Credited as the author of two of the greatest works of literature, the blind poet Homer is renowned for writing the legendary stories, The Iliad and its sequel, Odyssey. His poems are regarded as the oldest extant works of Western literature. The Iliad is a story about the Trojan War that took place during Ancient Greek times. It is only through this piece of literature combined with other authors’ works that we are aware of such an event. Whether or not it existed has been debated throughout the centuries, and thus, we regard Homer’s writing as a strong contribution to the beginnings of Greek mythology, a collection of myths concerning Greek religion and culture. The common theme of all Greek mythology concerns powerful gods, heroes, mythological creatures and humans. These myths have had major influences in art and culture, and even during modern society today with its teaching of our beginnings, history and, morals and lessons for our daily lives.
In Ancient Greece, it was believed that gods had a great authority over human existence. Since one’s destiny was thought to be pre-determined by gods, mortals lived in accordance with their rules. This was done in an effort to appease and avoid insulting them or one would risk a doomed fate. Thus, the line between human choices and god's puppetry was unclear as the events and incidences in the peoples’ lives unfold.
The Trojan War, as described in The Iliad, is known to be the greatest conflict of all Greek mythology. It is a mortal battle between the Greeks and Trojans that began due to a conflict between the gods. Drawn from a section of The Iliad, David Malouf’s poignant novel Ransom explores the themes of revenge, redemption and fate during the Trojan War. While The Iliad is heavily focused on the gods and the battles fought amongst the people, Ransom explores a new avenue of human relationships through two main characters: Achilles, the greatest warrior and hero of the Trojan War and Priam, the elderly king of Troy who has lost his son in battle.
Setting / Time
The city of Troy, a place that was initially believed to be factual until Archaeologists excavated sites in Turkey during the 19th century. The city is now widely accepted to have existed, with the Trojan War dated between 1194 – 1184 BC.

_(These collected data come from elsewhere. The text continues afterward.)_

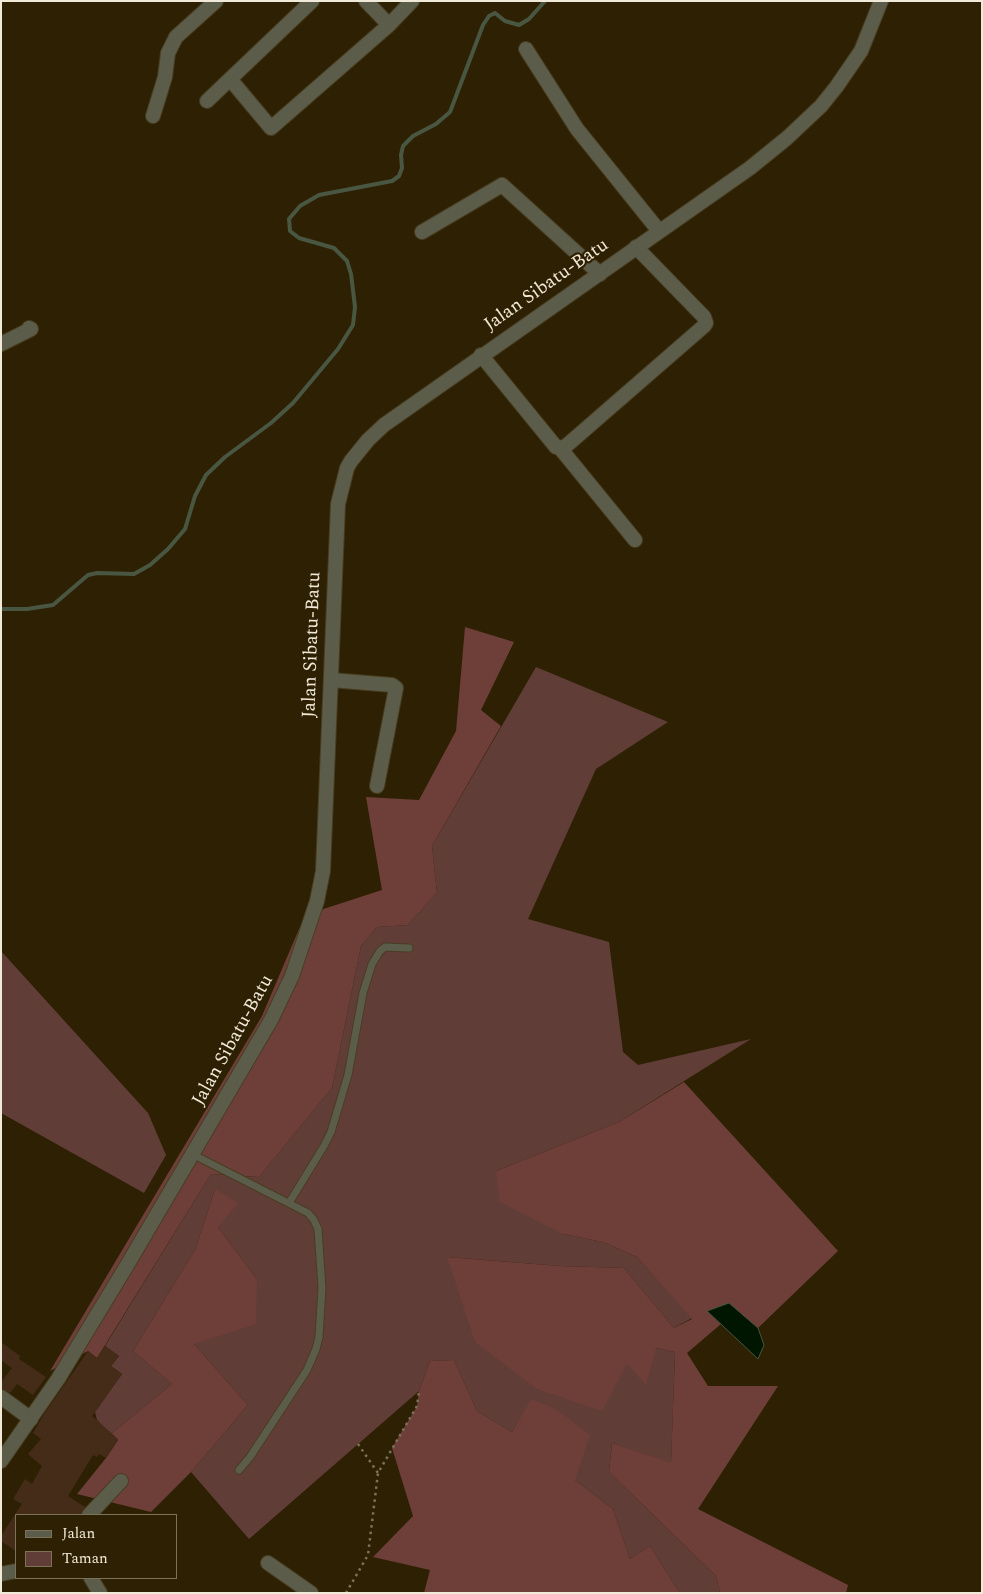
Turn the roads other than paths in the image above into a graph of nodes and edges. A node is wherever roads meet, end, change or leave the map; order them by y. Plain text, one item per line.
1 (216, 1) edge
2 (312, 1) edge
3 (366, 1) edge
4 (412, 1) edge
5 (881, 1) edge
6 (389, 25) junction
7 (526, 49) dead end
8 (230, 79) junction
9 (207, 101) dead end
10 (153, 116) dead end
11 (659, 231) junction
12 (422, 232) dead end
13 (636, 247) junction
14 (600, 274) junction
15 (29, 328) dead end
16 (1, 344) edge
17 (481, 355) junction
18 (560, 448) junction
19 (636, 540) dead end
20 (330, 680) junction
21 (377, 786) dead end
22 (409, 948) dead end
23 (191, 1154) junction
24 (289, 1203) junction
25 (1, 1397) edge
26 (31, 1419) junction
27 (1, 1461) edge
28 (239, 1470) dead end
29 (121, 1481) dead end
30 (90, 1514) edge
31 (268, 1562) dead end
32 (15, 1571) edge
33 (1, 1574) edge
34 (92, 1579) edge
35 (100, 1593) edge
36 (311, 1593) edge

1 - 10 street
2 - 8 street
3 - 6 street
4 - 6 street
5 - 11 street, Jalan Sibatu-Batu
6 - 8 street
7 - 11 street
8 - 9 street
11 - 13 street, Jalan Sibatu-Batu
12 - 14 street
13 - 14 street, Jalan Sibatu-Batu
13 - 18 street
14 - 17 street, Jalan Sibatu-Batu
15 - 16 street
17 - 18 street
17 - 20 street, Jalan Sibatu-Batu
18 - 19 street
20 - 21 street
20 - 23 street, Jalan Sibatu-Batu
22 - 24 lane
23 - 24 lane
23 - 26 street, Jalan Sibatu-Batu
24 - 28 lane
25 - 26 street
26 - 27 street, Jalan Sibatu-Batu
29 - 30 street
31 - 36 street
32 - 33 street
34 - 35 street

Although war was the solution to major conflicts during the Ancient Greek period, David Malouf highlights the superior notion of mediation. The occurrence of war and its consequences leads to a multitude of deaths, and thus pain and suffering for all those involved. Ultimately, while one side may prevail, the residing feelings of hostility from one team towards another will inevitably continue. On the other hand, peace can achieve resolution, redemption and even new hope since both sides can cooperate in the future. Hence, it is shown that negotiation is a better pathway than surging into war.

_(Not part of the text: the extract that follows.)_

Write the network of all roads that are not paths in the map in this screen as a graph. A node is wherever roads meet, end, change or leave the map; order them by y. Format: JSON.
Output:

In this time, royalty was viewed as always superior to the common populace. Nevertheless, through the relationship of the king Priam and commoner Somax, it is shown that our social status only provides us a position of power or authority, yet does little to teach us the simplest lessons in life. Somax is shown to be far more informed and knowledgeable man than even the king, highlighting that regardless of our name and position, anyone can teach another human new experiences and teachings.

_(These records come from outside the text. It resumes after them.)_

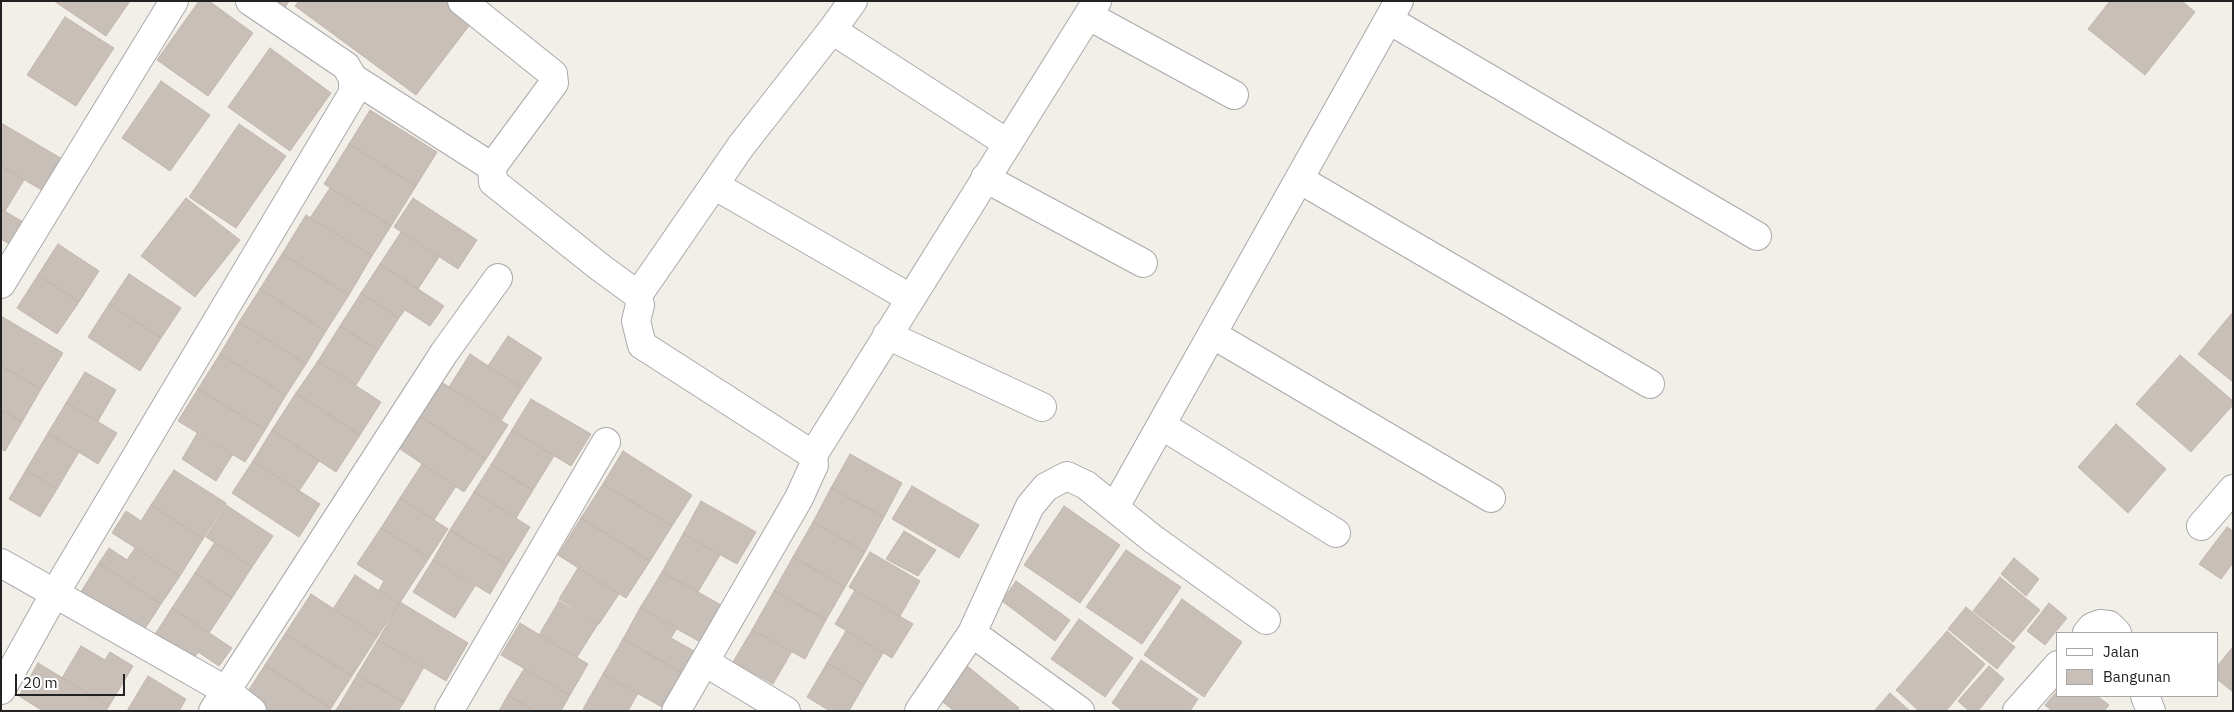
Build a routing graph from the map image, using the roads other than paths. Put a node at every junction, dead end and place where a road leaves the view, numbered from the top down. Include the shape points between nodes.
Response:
1 (174, 1) edge
2 (250, 1) edge
3 (462, 1) edge
4 (853, 1) edge
5 (1093, 9) edge
6 (1394, 11) edge
7 (832, 30) junction
8 (353, 78) junction
9 (1234, 95) dead end
10 (1007, 143) junction
11 (492, 167) junction
12 (985, 178) junction
13 (1299, 179) junction
14 (714, 185) junction
15 (1757, 236) dead end
16 (1143, 263) dead end
17 (498, 278) dead end
18 (1, 284) edge
19 (638, 295) junction
20 (910, 298) junction
21 (1212, 334) junction
22 (887, 335) junction
23 (1650, 384) dead end
24 (1042, 407) dead end
25 (1161, 425) junction
26 (606, 442) dead end
27 (813, 455) junction
28 (2233, 489) edge
29 (1491, 498) dead end
30 (1115, 507) junction
31 (2201, 526) dead end
32 (1336, 533) dead end
33 (1, 563) edge
34 (55, 593) junction
35 (1266, 620) dead end
36 (2087, 632) edge
37 (2116, 632) edge
38 (972, 633) junction
39 (705, 662) junction
40 (2056, 667) edge
41 (1, 690) edge
42 (2145, 697) edge
43 (219, 701) edge
44 (252, 711) edge
45 (449, 711) edge
46 (676, 711) edge
47 (786, 711) edge
48 (919, 711) edge
49 (1080, 711) edge
50 (2017, 711) edge
51 (2151, 711) edge

1 - 18 street
2 - 8 street via 346,66
3 - 11 street via 553,74 554,83
4 - 7 street
5 - 9 street
5 - 10 street
6 - 13 street
6 - 15 street
7 - 10 street
7 - 14 street
8 - 11 street
8 - 34 street via 353,93
10 - 12 street
11 - 19 street via 493,182
12 - 16 street
12 - 20 street
13 - 21 street
13 - 23 street
14 - 19 street
14 - 20 street
17 - 43 street via 444,353
19 - 27 street via 640,305 636,321 642,346
20 - 22 street
21 - 25 street
21 - 29 street
22 - 24 street
22 - 27 street
25 - 30 street
25 - 32 street
26 - 45 street
27 - 39 street via 814,465 799,498
28 - 31 street
30 - 35 street via 1153,539
30 - 38 street via 1086,485 1067,476 1046,487 1030,506
33 - 34 street
34 - 41 street
34 - 43 street
36 - 37 street via 2100,624 2108,625
38 - 48 street
38 - 49 street
39 - 46 street
39 - 47 street
40 - 50 street
42 - 51 street
43 - 44 street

Ransom also suggests that no matter our age, whether young or old, it is never too late to change our ways. Although we may have created a comfortable mould over the years with our behaviour, opinions and actions, we always have time to create a transformation.
Additionally, a more philosophical purpose of the novel is displayed through the message that life comes and goes. As humans, the people and events in our lives are of the utmost importance to us. We experience a spectrum of emotions from contentment and pleasure to sorrow and pain. In the end however, as our lives are destined for death, the lessons that we learn also disappear with us. Thus, in the scheme of things, our lives are insignificant. As time continues on, the effect of our place in the world gradually fades away as new life and forms emerge once again.